Walmart Update: The Monster Comes to 9th Street

Walmart is coming to Corvallis, albeit in a “neighborhood market” manifestation. A call to the City confirmed that the store is currently under construction on 9th and Spruce—thus decrying recent rumors that Walmart was instead moving into the previous Albertson’s location on Kings.

There are reasons from both the Left and the Right to dislike Walmart, so perhaps we can come together like Kid Rock and Sean Penn against a particularly pernicious threat to freedom and apple pie.

We know that the Left Wing focuses on conditions of poverty and workers’ rights to organize in protest for fair pay. Someone on the Right might focus on how Walmart places a burden upon taxpayers while acting on a government tab.

According to Florida Representative Alan Grayson, Walmart is “the largest recipient of public aid in the country.” Walmart’s low wages force workers onto food stamps, housing assistance, and Medicaid, resulting in Walmart employees representing the largest group of public assistance recipients. According to a 2004 UC Berkley study, the average Walmart worker annually requires “$730 in taxpayer-funded healthcare and $1,200 in other forms of assistance, such as food stamps and subsidized housing” in order to make ends meet.

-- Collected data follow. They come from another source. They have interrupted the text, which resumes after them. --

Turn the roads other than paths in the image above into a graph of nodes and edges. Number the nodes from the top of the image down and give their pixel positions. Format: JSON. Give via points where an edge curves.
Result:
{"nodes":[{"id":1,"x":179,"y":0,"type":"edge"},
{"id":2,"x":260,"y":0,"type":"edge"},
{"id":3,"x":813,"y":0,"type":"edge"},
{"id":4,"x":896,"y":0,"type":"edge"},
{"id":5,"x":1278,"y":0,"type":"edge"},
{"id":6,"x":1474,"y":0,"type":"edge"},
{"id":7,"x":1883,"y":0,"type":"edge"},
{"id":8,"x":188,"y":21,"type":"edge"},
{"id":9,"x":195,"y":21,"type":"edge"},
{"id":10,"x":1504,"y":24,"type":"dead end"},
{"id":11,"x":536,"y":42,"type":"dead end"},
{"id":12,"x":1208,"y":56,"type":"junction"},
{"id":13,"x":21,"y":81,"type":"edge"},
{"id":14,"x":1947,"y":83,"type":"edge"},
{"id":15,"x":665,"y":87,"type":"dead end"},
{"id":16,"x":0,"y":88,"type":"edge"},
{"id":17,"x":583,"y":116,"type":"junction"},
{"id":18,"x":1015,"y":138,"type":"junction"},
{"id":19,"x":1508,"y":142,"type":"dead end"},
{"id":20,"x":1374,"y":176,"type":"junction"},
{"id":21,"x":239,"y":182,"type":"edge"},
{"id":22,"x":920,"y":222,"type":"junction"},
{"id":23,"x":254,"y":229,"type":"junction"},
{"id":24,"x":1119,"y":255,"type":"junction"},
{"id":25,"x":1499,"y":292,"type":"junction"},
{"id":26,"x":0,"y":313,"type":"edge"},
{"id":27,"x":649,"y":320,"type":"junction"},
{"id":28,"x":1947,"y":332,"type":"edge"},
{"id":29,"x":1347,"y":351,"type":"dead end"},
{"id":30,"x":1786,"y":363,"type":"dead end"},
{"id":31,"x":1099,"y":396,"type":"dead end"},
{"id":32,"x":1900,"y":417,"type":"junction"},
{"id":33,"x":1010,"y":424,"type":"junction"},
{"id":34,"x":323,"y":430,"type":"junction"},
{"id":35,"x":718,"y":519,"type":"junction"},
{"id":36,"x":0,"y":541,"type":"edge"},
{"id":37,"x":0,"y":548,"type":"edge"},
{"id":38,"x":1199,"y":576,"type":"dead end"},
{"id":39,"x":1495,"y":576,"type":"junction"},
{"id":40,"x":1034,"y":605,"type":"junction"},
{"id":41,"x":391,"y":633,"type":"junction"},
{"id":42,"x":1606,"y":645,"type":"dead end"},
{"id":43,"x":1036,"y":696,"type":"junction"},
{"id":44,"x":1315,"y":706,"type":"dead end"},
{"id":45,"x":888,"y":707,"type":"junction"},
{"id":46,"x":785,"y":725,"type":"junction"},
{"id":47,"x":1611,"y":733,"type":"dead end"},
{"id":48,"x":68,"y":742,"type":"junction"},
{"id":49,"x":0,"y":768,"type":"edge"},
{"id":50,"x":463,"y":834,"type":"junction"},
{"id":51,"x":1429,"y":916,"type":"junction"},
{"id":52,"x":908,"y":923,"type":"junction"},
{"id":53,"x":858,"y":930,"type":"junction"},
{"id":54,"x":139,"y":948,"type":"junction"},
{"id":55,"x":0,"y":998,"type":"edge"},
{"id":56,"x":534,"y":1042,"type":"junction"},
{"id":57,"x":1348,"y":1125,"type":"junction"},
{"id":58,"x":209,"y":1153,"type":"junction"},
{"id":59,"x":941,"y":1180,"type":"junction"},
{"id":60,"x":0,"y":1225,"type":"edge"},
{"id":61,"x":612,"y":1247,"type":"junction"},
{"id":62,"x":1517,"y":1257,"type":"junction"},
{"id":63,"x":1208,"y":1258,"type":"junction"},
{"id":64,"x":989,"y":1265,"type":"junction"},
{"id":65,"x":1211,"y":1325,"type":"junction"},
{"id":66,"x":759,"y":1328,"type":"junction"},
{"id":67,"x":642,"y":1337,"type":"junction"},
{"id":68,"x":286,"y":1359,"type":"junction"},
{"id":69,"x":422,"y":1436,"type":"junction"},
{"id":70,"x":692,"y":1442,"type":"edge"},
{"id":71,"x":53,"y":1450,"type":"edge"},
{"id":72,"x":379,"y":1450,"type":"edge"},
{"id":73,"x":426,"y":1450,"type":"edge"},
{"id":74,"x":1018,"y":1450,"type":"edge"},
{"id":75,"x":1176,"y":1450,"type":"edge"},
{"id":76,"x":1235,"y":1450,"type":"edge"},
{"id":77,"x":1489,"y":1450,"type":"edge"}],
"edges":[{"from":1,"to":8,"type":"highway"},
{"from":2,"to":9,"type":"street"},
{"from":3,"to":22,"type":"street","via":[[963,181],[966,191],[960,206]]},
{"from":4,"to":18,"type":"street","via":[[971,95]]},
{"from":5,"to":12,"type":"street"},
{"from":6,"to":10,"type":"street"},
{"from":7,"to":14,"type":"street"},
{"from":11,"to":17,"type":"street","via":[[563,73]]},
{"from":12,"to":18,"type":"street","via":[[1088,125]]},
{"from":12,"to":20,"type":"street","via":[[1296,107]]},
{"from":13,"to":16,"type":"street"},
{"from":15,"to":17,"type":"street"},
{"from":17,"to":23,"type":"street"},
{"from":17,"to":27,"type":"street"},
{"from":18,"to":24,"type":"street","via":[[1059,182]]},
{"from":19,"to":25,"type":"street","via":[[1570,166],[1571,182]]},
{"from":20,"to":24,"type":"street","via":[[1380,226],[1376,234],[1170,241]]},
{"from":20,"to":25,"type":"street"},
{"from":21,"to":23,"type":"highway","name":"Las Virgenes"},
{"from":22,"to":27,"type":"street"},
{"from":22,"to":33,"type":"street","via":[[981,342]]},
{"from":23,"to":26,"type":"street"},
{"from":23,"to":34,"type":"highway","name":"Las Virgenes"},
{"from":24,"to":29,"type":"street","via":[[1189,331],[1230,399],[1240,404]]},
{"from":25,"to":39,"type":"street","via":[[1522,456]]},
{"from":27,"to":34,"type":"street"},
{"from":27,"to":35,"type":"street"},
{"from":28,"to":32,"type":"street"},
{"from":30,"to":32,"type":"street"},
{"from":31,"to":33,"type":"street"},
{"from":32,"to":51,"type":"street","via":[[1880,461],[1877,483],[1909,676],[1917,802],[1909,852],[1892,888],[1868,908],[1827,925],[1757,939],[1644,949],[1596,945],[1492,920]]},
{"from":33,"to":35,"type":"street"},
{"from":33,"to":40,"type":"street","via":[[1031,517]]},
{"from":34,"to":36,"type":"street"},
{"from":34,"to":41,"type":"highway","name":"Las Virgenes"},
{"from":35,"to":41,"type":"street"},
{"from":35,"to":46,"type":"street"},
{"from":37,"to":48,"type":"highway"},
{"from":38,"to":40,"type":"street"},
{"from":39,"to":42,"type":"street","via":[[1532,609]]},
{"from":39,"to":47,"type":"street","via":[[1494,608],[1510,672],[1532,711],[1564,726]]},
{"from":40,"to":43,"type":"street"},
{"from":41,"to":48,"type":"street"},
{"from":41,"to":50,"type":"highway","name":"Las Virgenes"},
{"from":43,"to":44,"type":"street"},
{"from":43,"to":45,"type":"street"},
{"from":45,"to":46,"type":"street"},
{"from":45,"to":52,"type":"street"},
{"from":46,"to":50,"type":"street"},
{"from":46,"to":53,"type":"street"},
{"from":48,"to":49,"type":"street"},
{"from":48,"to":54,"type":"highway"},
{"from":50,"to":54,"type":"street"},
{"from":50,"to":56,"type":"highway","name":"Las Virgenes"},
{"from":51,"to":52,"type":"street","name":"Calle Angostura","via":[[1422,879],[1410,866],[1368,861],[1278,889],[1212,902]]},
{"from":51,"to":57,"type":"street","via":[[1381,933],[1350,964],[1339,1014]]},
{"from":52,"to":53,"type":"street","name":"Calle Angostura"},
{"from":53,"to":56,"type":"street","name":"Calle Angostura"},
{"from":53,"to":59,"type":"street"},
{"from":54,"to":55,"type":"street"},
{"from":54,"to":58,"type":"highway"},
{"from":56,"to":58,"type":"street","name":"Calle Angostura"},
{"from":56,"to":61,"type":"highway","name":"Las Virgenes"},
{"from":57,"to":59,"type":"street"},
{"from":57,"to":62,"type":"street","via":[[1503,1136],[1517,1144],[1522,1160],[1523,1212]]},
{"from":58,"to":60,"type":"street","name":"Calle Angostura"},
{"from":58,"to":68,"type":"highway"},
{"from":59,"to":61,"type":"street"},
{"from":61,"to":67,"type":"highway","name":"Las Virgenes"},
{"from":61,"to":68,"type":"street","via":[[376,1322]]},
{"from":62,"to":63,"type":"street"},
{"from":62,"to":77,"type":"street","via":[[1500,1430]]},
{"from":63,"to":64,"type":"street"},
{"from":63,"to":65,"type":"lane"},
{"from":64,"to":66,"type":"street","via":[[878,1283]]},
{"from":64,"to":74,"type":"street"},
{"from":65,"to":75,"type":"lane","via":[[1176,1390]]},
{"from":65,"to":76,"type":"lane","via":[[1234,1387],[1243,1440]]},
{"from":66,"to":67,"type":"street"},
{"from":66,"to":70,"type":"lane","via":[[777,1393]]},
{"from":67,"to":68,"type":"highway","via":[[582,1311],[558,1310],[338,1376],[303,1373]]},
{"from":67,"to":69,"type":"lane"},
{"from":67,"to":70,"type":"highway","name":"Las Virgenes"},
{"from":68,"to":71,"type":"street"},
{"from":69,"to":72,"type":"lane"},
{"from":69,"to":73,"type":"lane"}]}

Although Walmart executives have stated that their employees’ average wages are between $11.75 and $12.40 per hour, market research firm Ibis World asserts that Walmart employees are paid merely $8.81 per hour on average—barely over minimum wage in many states. One might compare this to the CEO Mike Duke’s annual salary of $35 million, according to Business Insider, and note that Duke ranks second on Huffington Post’s list of 50 CEOs who earn significantly more than their employees.

I think this guy can afford to pay his workers a little more. Perhaps we can let him know with our pocketbooks.